The Healing Power of Plants
A frequent argument for the conservation of biodiversity is the need to protect a cure for cancer, or other medical miracle, hiding away in some undiscovered plant in the rainforest. While it’s true that plants unknown to science – and their potentially unique chemical compounds – are at risk, it’s also true that people across the world already reap the medical benefits of plants. According to Dr. Jim Affolter, Director of Science and Conservation at the State Botanical Garden of Georgia, “It is no exaggeration to say that the majority of people in the world still rely on traditional medicine, including herbal medicine.”
Medicinal plants are used by a variety of people and in a variety of forms. Many rely on plants because they lack access to pharmaceutical medicines, due to unavailability or expense. Others find it easier to work with the plants in their own backyard or region. Still others actively turn from western medicines, seeking gentler and time-tested plant-based remedies and holistic medical approaches. Options include growing or foraging for plants, buying from a local purveyor, or buying over-the-counter products in a local market. In the U.S., herbal medicine has waxed and waned through the centuries. A recent resurgence is credited to reduced regulation by the Food and Drug Administration following the Dietary Supplement Health and Education Act of 1994.

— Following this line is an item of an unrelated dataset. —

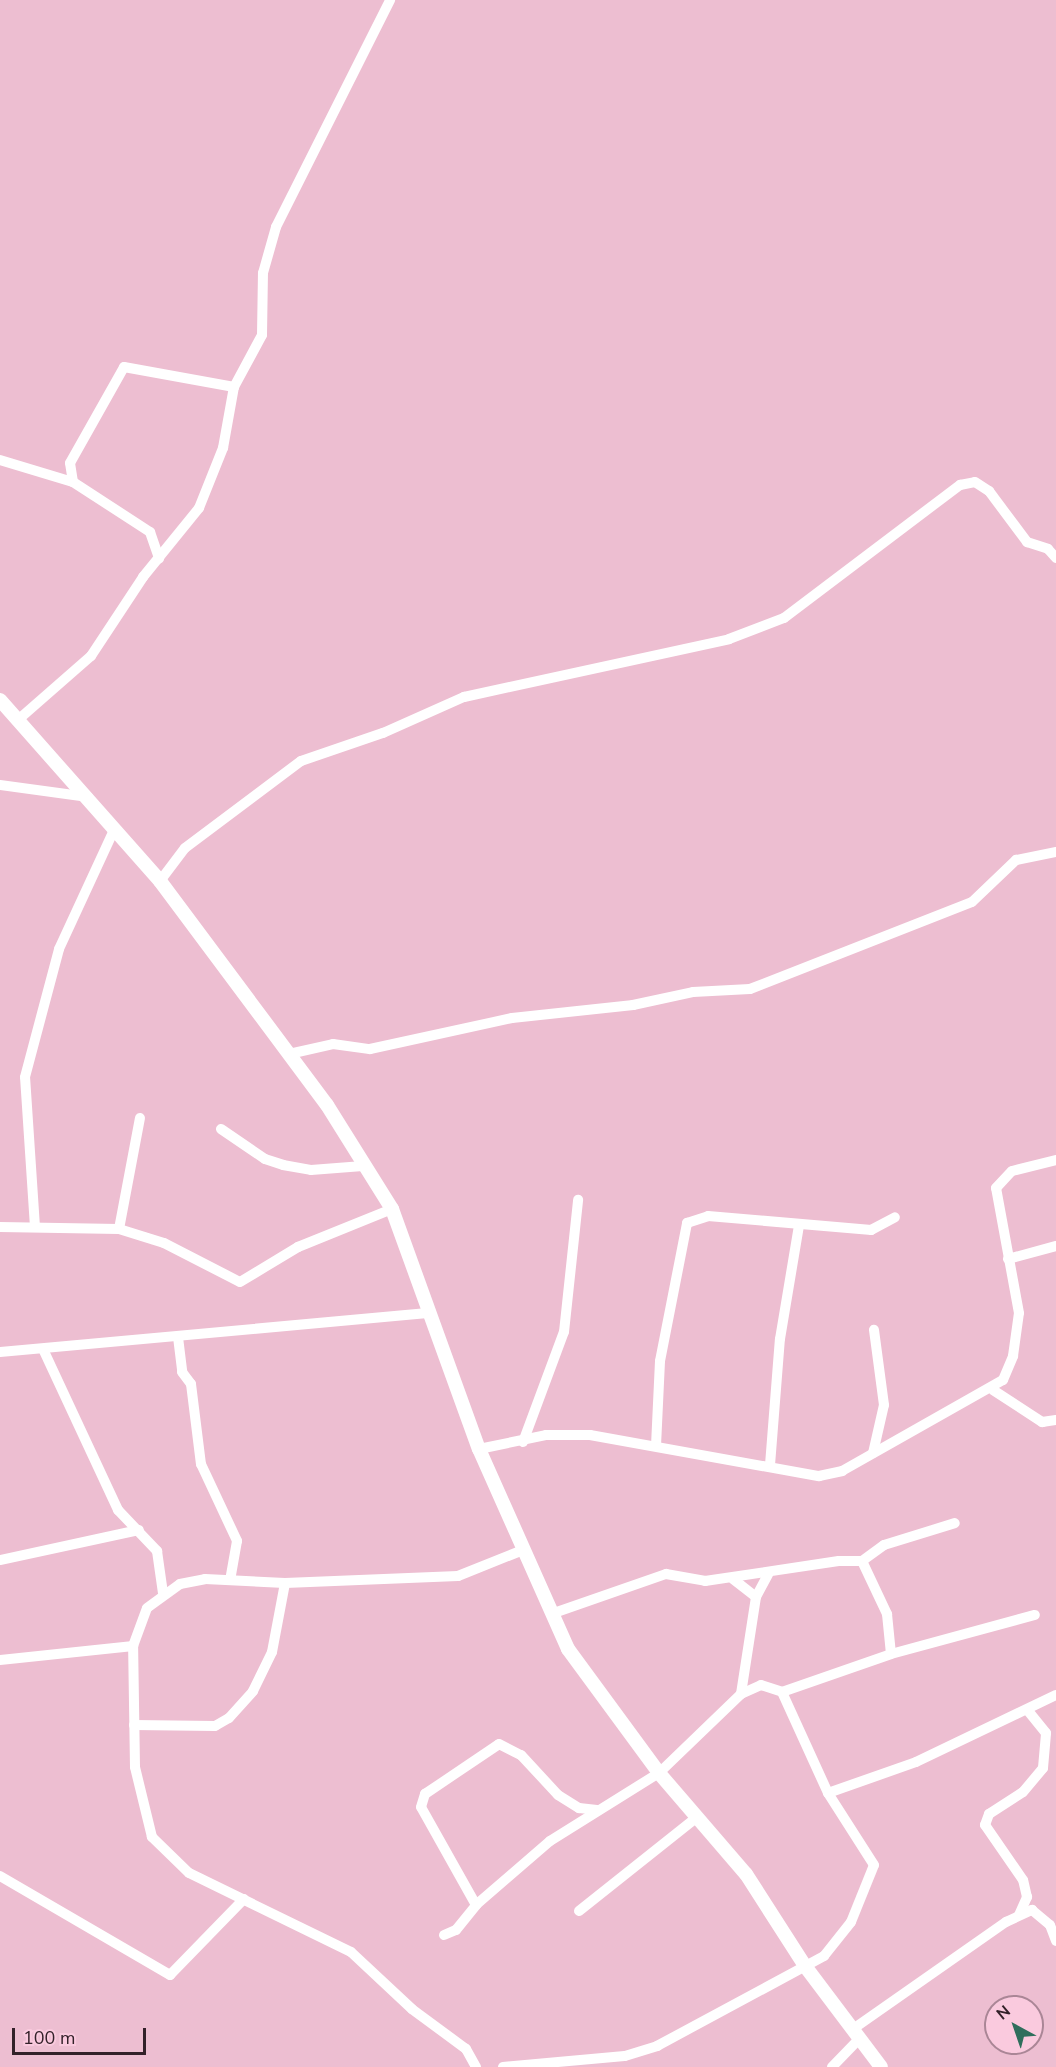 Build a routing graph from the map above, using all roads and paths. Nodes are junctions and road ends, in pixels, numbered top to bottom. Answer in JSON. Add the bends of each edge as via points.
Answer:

Despite ups and downs over time throughout the U.S., Native American and Appalachian communities of the Southeast maintain strong herbal medicine traditions. American ginseng, goldenseal, black cohosh, saw palmetto, yellowroot, and mayapple are examples of species valued by local populations. Recognition of the medicinal value of these plants can lead to a more general appreciation of plants and access to forests. On the downside, foraging and commercial collecting place additional pressures on wild populations of these plants.

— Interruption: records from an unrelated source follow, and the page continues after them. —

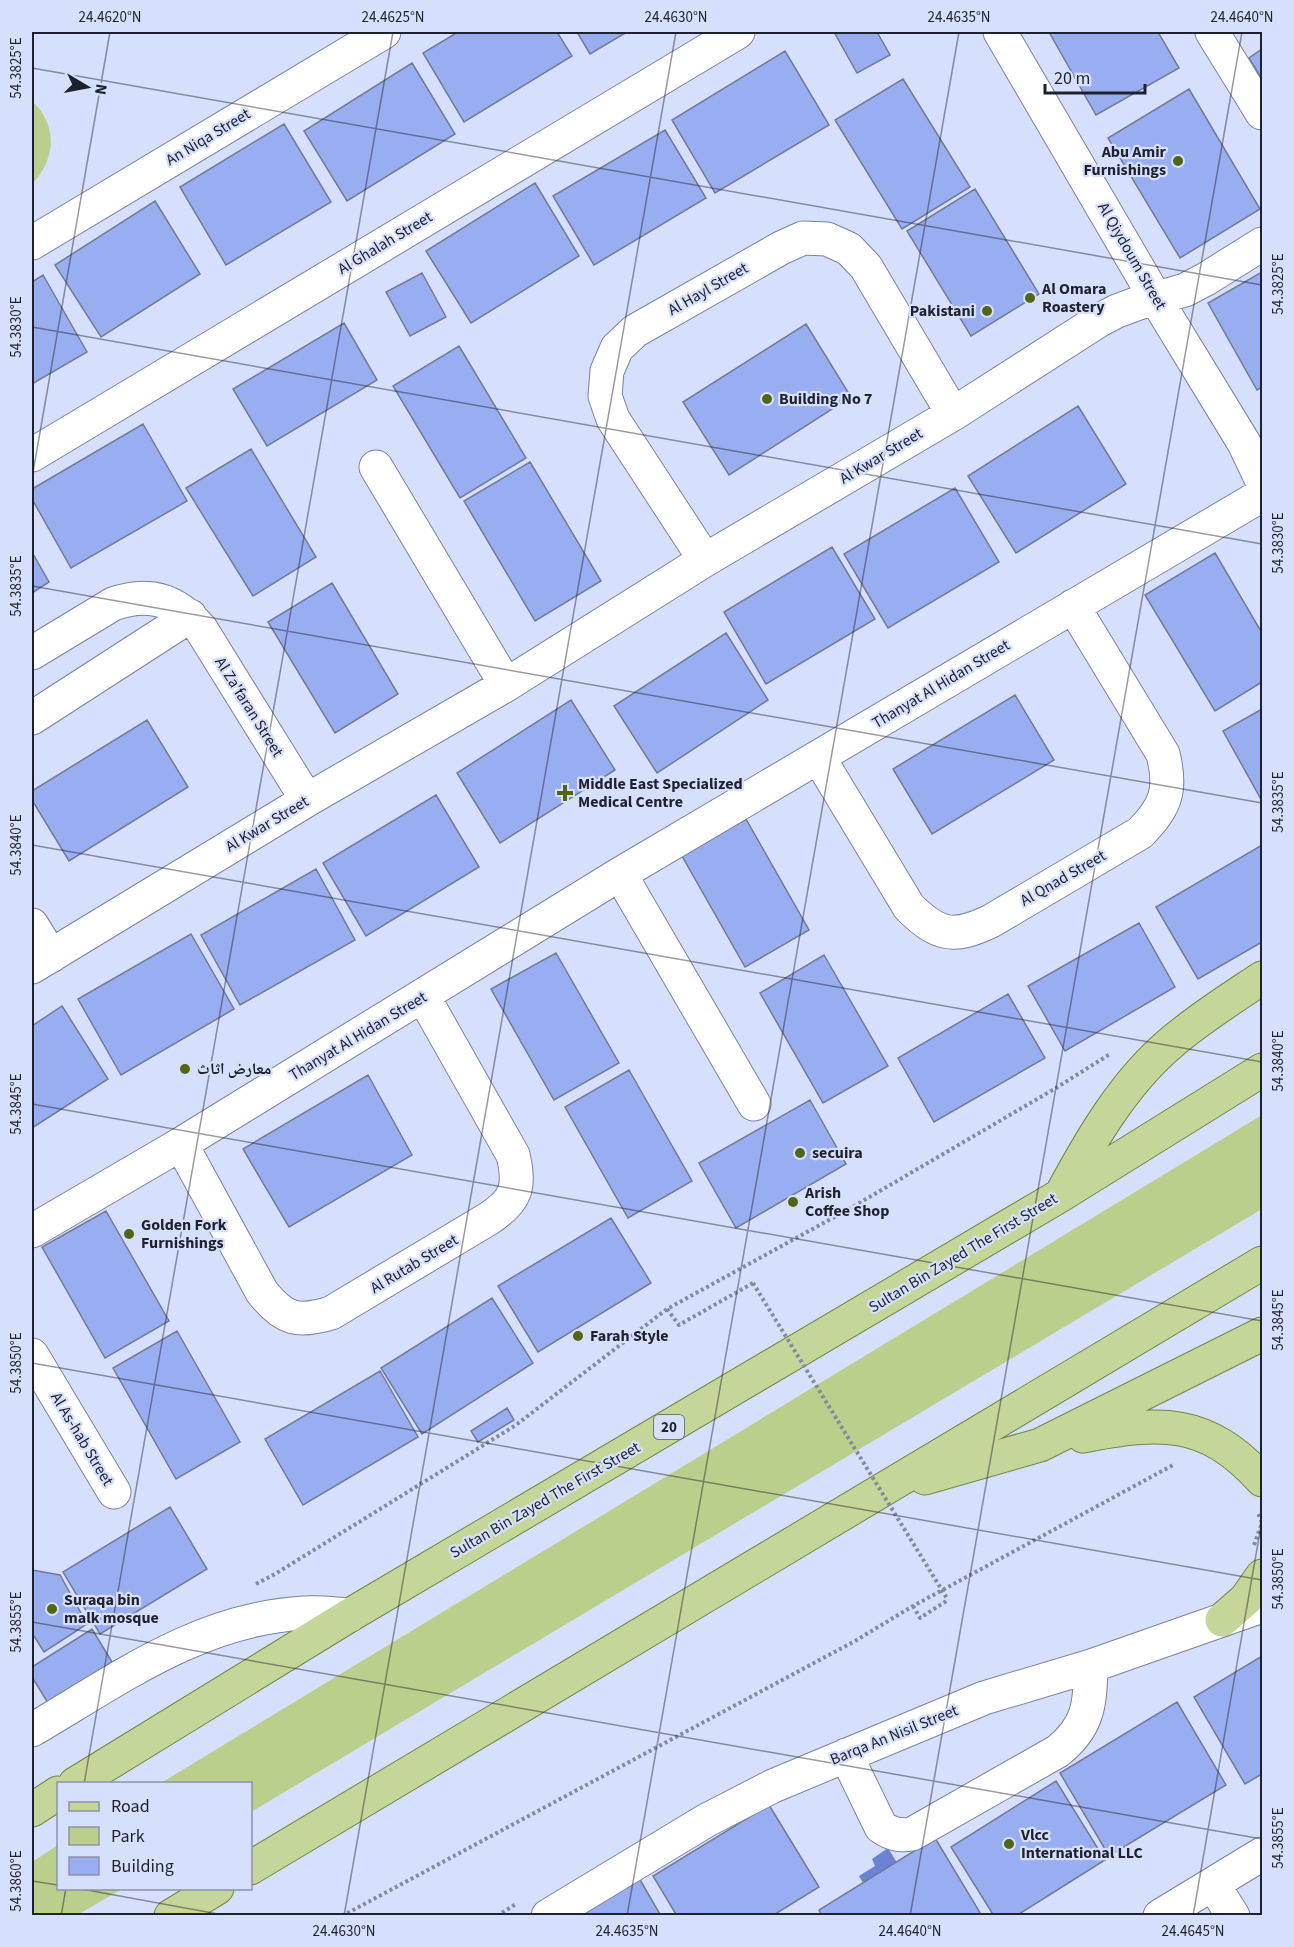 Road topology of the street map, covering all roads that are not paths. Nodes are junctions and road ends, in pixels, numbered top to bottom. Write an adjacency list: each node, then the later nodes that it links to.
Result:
1 (384, 32): 6 (street, An Niqa Street)
2 (738, 32): 11 (street, Al Ghalah Street)
3 (1000, 32): 8 (street, Al Qiydoum Street)
4 (1214, 32): 5 (street)
5 (1263, 114)
6 (32, 243)
7 (1263, 244): 8 (street, Al Kwar Street)
8 (1156, 299): 9 (street, Al Kwar Street); 10 (street, Al Qiydoum Street)
9 (953, 414): 15 (street, Al Kwar Street); 15 (street, Al Hayl Street)
10 (1253, 438): 13 (street, Al Qiydoum Street)
11 (32, 454)
12 (376, 467): 19 (street)
13 (1263, 481)
14 (1263, 495): 16 (street, Thanyat Al Hidan Street)
15 (705, 560): 19 (street, Al Kwar Street)
16 (1073, 606): 21 (street, Thanyat Al Hidan Street); 21 (street, Al Qnad Street)
17 (190, 616): 18 (street, Al Za'faran Street); 20 (street); 22 (street, Al Za'faran Street)
18 (32, 653)
19 (506, 685): 22 (street, Al Kwar Street)
20 (32, 718)
21 (819, 758): 23 (street, Thanyat Al Hidan Street)
22 (307, 800): 25 (street, Al Kwar Street)
23 (620, 874): 27 (street, Thanyat Al Hidan Street); 29 (street)
24 (32, 925): 25 (street)
25 (41, 962)
26 (1263, 978): 31 (main road)
27 (423, 996): 30 (street, Thanyat Al Hidan Street); 30 (street, Al Rutab Street)
28 (1263, 1070): 31 (main road, Sultan Bin Zayed The First Street / 20)
29 (754, 1104)
30 (181, 1144): 32 (street, Thanyat Al Hidan Street)
31 (1061, 1195): 42 (main road, Sultan Bin Zayed The First Street / 20)
32 (32, 1231)
33 (1263, 1263): 39 (main road)
34 (1263, 1334): 36 (main road)
35 (32, 1354): 38 (street, Al As-hab Street)
36 (1040, 1445): 37 (main road); 39 (main road)
37 (1263, 1479)
38 (114, 1492)
39 (880, 1492): 51 (main road)
40 (1263, 1576): 43 (main road)
41 (1263, 1606): 43 (street, Barqa An Nisil Street)
42 (350, 1615): 45 (street); 47 (main road, Sultan Bin Zayed The First Street / 20)
43 (1222, 1620): 44 (street, Barqa An Nisil Street)
44 (1091, 1666): 46 (street, Barqa An Nisil Street); 46 (street)
45 (32, 1730)
46 (846, 1755): 55 (street, Barqa An Nisil Street)
47 (78, 1782)
48 (57, 1794): 49 (main road)
49 (32, 1810)
50 (1263, 1854): 52 (street)
51 (252, 1867)
52 (1213, 1884): 56 (street); 57 (street)
53 (214, 1890): 54 (main road)
54 (171, 1916)
55 (548, 1916)
56 (1160, 1916)
57 (1233, 1916)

Domestication and commercial production of plants for medicinal use may seem like a good solution, yet it can present complications. For some species, horticultural practice has not been developed. In these cases, production on an economical scale requires research, and even then may not be feasible. One example is bloodroot (Sanguinaria canadensis), a lovely herbaceous spring ephemeral found in rich deciduous woods. Its rhizomes are rich in a bright red alkaloid known as sanguinarine, which has antibiotic, anti-inflammatory, and anti-tumor properties. Harvested on a small-scale, the plant is used for a variety of medical purposes by locals. Some years ago, livestock producers were also interested in using sanguinarine as a feed additive, which threatened to skyrocket demand and threaten populations. Dr. Affolter initiated a research project in which two graduate students examined the growth of bloodroot and factors influencing concentrations of sanguinarine. The plant didn’t prove to be very economical to grow at a commercial level. In the end, a related species, plume poppy (Macleaya cordata), that produces lower concentrations of sanguinarine, but is coarser and more aggressive – and thus easier to cultivate, was selected to supply the feed industry.
Even when commercial operations are viable options, they aren’t always welcome. Dr. Affolter described a recent rise in ‘outsiders’ from the Northeast working to turn former tobacco farms and other mountain properties in western North Carolina towards production of locally harvested medicinal plants. The local community, who considers the wild harvest and use of these plants as part of their local economy and cultural identity, saw these operations as threats. Despite such setbacks, progress is being made on the ‘conservation through cultivation’ front. Dr. Jeanine Davis, in the Department of Horticultural Science at North Carolina State University, and her co-author, W. Scott Persons, present a wealth of knowledge and guidance for local growers in their book, Growing and Marketing Ginseng, Goldenseal, and Other Woodland Medicinals.
Meanwhile, strategies for ethical foraging of some of the southeast’s medicinal plants are in development by the State Botanical Garden of Georgia and partners on the University of Georgia campus. This includes defining what ethical foraging looks like for these species, and bridging the gap between foragers and regulators – agency and public land managers who permit, monitor, and enforce forest product harvest. Data collected through surveys and workshops will help to clarify agency and foraging community concerns and suspicions, guiding the project as it develops. A key goal is to avoid a ‘tragedy of the commons’ scenario in which lack of private ownership and responsibility leads to overharvest, while still allowing economic and cultural practices in public spaces.
Although harvesting pressures may threaten local populations, most native species of medicinal plants are not endangered on a global level and therefore not the direct focus of conservation projects at the State Botanical Garden. Yet sharing information about medicinal plants often provides a hook that allows the Garden to educate the public about plants. Their Native Plant Certificate Program offers electives focused on medicinal plants and local species. Dr. Affolter teaches a popular undergraduate class titled Herbs, Spices and Medicinal Plants. He observes that many of his students, interested in the uses of local plants or disillusioned with modern health care, find their eyes “opened to a whole new world of health care and the healing power of plants.” Sparking an interest in medicinal plants invites exploration – often in a hands-on way – of the wonders of plants, leading to an increased appreciation of and interest in conservation.